• _Action item_
Within the records that follow, count the lines containing the string "name". Reply only with the count.

• _Provided records_
>>>>

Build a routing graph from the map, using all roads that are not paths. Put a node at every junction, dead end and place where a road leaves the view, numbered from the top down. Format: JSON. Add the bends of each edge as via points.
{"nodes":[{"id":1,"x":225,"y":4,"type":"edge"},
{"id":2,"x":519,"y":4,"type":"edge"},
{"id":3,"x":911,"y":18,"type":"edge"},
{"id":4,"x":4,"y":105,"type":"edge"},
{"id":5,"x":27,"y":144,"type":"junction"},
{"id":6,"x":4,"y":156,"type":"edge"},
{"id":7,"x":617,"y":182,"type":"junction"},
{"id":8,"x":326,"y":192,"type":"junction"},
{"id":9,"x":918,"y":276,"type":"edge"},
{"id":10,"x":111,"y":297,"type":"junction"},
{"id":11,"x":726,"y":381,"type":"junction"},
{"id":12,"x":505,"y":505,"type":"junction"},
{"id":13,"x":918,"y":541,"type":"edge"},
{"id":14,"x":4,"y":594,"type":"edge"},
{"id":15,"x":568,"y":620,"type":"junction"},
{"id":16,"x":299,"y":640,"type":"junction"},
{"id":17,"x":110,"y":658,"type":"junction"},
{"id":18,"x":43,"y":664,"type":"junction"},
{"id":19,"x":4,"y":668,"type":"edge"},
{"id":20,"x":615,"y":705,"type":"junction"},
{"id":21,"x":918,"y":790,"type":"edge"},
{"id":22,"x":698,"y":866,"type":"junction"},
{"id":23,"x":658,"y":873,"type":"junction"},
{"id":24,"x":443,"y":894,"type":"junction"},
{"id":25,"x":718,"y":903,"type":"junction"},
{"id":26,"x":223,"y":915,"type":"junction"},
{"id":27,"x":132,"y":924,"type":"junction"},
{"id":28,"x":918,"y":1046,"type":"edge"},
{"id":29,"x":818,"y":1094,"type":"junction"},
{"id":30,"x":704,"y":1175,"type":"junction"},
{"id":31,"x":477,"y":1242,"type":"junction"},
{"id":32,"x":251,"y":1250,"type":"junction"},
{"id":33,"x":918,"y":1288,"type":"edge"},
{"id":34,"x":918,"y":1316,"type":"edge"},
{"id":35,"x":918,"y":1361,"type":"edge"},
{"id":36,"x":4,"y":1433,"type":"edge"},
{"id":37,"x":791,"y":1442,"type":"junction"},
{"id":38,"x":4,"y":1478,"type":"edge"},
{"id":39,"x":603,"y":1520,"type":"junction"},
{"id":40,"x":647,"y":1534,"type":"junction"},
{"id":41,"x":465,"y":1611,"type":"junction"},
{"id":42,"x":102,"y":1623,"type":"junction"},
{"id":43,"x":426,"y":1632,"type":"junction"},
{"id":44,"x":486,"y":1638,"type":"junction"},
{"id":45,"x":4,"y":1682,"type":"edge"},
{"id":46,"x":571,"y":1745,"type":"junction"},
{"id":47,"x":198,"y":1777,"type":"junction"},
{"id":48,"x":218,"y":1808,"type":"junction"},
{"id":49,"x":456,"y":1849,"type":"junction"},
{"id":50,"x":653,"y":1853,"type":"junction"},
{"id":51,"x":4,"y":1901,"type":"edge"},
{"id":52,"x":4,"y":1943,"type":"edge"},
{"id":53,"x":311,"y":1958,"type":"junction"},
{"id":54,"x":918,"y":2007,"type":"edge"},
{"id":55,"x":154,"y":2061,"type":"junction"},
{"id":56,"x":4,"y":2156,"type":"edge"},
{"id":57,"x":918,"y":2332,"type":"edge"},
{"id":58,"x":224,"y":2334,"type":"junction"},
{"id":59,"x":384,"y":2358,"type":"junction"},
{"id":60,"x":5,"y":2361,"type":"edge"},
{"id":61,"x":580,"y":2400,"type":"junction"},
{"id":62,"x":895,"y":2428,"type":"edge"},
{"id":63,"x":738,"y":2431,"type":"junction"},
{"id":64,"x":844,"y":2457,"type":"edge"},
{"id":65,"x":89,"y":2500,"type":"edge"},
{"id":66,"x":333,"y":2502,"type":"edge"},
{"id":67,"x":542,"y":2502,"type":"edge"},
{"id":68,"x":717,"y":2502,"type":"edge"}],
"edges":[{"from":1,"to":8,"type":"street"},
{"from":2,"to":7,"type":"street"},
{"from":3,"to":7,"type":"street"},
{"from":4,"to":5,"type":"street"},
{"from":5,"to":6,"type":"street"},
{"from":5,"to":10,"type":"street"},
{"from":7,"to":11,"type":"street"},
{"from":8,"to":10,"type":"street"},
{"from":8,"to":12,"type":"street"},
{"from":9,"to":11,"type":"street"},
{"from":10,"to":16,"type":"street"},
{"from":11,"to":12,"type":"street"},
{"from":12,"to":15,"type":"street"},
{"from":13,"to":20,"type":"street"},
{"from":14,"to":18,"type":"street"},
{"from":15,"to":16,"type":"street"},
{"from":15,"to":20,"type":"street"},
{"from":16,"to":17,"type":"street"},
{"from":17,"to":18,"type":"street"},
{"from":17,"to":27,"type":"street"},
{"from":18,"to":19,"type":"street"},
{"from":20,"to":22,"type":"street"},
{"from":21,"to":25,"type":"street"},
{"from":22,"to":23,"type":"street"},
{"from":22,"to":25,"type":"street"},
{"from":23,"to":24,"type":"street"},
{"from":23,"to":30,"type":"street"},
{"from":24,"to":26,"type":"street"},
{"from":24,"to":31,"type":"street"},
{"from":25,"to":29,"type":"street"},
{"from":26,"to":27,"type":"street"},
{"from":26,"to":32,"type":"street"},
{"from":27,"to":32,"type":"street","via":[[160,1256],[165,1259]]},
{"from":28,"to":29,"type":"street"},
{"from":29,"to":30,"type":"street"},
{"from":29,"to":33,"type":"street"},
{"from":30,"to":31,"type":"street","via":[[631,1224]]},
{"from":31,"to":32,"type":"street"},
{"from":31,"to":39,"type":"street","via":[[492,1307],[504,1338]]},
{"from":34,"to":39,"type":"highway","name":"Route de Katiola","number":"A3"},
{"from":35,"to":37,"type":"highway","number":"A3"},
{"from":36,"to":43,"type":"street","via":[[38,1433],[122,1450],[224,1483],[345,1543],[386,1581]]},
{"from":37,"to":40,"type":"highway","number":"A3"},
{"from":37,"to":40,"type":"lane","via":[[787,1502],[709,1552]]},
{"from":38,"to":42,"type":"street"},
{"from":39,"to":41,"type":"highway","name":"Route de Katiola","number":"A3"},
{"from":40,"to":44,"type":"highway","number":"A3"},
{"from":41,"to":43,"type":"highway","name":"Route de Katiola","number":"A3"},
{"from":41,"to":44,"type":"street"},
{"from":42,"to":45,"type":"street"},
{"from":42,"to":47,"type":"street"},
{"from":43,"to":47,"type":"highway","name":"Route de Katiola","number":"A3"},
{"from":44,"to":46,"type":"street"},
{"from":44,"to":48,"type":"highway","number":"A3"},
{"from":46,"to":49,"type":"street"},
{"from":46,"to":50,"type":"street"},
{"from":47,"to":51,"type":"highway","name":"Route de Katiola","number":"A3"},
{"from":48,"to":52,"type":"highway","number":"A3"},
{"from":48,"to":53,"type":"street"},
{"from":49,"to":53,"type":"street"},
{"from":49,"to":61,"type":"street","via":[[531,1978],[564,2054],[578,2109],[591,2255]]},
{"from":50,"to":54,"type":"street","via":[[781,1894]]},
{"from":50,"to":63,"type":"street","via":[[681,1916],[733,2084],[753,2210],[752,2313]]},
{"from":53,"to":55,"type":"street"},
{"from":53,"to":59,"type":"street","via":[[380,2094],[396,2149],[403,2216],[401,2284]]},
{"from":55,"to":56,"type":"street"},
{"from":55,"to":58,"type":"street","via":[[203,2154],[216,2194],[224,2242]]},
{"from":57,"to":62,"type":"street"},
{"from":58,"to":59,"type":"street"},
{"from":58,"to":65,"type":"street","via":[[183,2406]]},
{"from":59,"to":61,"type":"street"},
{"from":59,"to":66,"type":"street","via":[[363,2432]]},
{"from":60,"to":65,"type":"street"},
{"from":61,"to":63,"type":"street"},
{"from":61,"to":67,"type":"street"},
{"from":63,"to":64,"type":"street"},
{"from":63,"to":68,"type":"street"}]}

<<<<

• _Answer to the exercise_
5